Come i bambini che giocano con le rane catturate tra gli steli d’erba, legandone una ad un piccolo razzo da sparare e far esplodere in aria: “avrà raggiunto la luna?”, la colpa è quella d’aver tentato di dare forma all’implasmabile lutto di cui facciamo finta di non accorgerci da quando la vita cammina su questa Terra, ma che sempre c’accompagna (l'Infanzia del Grande Romanzo Popolare Americano?). La ricerca della perfezione ha portato come unica conquista il poter ascoltare un vinile di Mahler mentre si pranza: è impossibile non impazzire per la rabbia come Mr O’Brien, se solo uno prova a ragionarci.
Malick è disperata vittima, forse inconsapevole perché distanziatosi volontariamente da quello stesso Mondo che ogni gesto di questo suo film tenta di racchiudere, della stessa lontananza attraverso la quale percepiamo la voce ultratrattata di John Frusciante in quel suo smielato brano trance-pop di qualche anno fa, che andava ripetendo unicamente la frase che da subito pensasti potrebbe racchiudere da sola l’intera missione del Cinema: i’ll know her face a mile away.
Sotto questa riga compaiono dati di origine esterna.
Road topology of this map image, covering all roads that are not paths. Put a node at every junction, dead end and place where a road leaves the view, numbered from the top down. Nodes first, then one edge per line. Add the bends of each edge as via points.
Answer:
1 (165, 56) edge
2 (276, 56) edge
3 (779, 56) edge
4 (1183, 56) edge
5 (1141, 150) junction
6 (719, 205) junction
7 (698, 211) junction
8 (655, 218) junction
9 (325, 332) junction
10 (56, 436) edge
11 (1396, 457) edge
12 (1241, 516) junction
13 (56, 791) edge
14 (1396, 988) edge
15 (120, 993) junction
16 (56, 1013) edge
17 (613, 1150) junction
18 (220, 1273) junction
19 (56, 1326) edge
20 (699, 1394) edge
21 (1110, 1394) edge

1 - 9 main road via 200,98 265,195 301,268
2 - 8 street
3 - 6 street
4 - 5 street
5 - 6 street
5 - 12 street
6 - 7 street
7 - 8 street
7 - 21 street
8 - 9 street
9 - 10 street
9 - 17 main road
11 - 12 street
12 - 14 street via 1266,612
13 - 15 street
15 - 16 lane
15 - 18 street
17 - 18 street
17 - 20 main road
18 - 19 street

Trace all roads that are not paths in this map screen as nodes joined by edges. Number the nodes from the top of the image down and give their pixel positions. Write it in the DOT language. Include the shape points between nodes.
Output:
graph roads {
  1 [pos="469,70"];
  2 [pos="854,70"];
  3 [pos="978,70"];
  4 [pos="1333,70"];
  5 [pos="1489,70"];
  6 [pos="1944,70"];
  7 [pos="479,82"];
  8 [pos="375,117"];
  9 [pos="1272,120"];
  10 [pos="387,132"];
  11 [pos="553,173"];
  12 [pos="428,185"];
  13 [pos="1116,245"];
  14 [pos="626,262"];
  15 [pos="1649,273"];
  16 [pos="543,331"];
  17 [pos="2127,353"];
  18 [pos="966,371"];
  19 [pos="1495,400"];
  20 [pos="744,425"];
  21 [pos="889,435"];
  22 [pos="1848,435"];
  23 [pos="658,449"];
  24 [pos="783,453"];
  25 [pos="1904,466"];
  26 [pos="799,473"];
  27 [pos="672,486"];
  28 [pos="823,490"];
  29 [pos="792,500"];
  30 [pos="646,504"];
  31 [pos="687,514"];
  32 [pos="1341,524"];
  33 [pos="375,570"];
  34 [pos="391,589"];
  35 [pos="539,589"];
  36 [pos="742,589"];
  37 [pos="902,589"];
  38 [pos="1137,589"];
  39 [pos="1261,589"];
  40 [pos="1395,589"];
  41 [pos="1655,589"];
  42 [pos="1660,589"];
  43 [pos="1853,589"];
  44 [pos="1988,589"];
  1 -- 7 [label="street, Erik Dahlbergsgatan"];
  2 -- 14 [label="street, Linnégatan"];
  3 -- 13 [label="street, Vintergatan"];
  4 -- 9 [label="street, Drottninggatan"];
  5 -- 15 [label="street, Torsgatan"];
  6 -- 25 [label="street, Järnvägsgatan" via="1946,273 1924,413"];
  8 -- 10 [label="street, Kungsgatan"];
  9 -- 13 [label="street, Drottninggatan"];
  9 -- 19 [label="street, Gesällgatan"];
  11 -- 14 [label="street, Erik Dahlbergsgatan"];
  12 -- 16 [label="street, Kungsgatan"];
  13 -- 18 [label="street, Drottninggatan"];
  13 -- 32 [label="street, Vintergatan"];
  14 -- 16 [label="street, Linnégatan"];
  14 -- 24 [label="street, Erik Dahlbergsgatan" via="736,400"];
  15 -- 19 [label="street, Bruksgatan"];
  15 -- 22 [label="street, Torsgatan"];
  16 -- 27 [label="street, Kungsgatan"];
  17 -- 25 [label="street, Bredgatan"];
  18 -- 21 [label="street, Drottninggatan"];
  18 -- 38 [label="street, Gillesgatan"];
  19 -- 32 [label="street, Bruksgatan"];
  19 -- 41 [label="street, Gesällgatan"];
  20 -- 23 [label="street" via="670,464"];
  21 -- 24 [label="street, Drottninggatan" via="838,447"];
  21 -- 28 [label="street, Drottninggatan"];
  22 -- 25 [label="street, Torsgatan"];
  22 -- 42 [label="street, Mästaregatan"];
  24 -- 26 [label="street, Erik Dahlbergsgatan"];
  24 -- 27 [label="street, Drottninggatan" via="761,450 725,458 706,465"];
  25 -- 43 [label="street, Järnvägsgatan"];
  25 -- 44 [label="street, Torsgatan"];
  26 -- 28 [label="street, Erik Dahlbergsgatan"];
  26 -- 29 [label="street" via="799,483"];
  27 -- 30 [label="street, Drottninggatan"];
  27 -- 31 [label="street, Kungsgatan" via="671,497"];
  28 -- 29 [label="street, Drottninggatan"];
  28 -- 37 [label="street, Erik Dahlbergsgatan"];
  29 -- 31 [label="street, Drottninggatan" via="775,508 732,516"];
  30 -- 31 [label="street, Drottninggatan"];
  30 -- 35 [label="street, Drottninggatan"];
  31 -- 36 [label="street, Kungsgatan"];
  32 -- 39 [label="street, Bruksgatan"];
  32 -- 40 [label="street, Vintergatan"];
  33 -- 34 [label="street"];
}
Riconoscerei il volto di lei ad un miglio di distanza. TheTree of Life è un film che parla di leggere i libri al buio nella propria stanza da letto dopo che ti è stato intimato di spegnere la luce, inquadrando la pagina con il fascio rotondo della torcia, e spingendosi poi a inventare la scena intorno al tuo letto indirizzando il cerchio di luce verso il giaciglio dei fratellini e il vuoto della stanza.
Qui a irradiare è Jessica Chastain, che è forse l’unico vero movimento – ovviamente, di distanza – di un film dolorosamente immobilizzato, in cui il passato non si rianima mai veramente né rivive, quanto viene commemorato come monumento ad un finto fantasma, quello che pensi di scorgere con la coda dell’occhio all’interno di un ricordo magari mai davvero accaduto. Malick è colpevole, ed è anche sconfitto, perché sembra guardare ad una vita e ad una Terra già irrimediabilmente implose: se un dinosauro in CGI inventa il Mondo cercando di schiacciare mortalmente la testa ad un suo simile ma poi lascia perdere e se ne va, incurante, allora davvero abbiamo cominciato dalla Fine, non dall’Inizio dei Tempi.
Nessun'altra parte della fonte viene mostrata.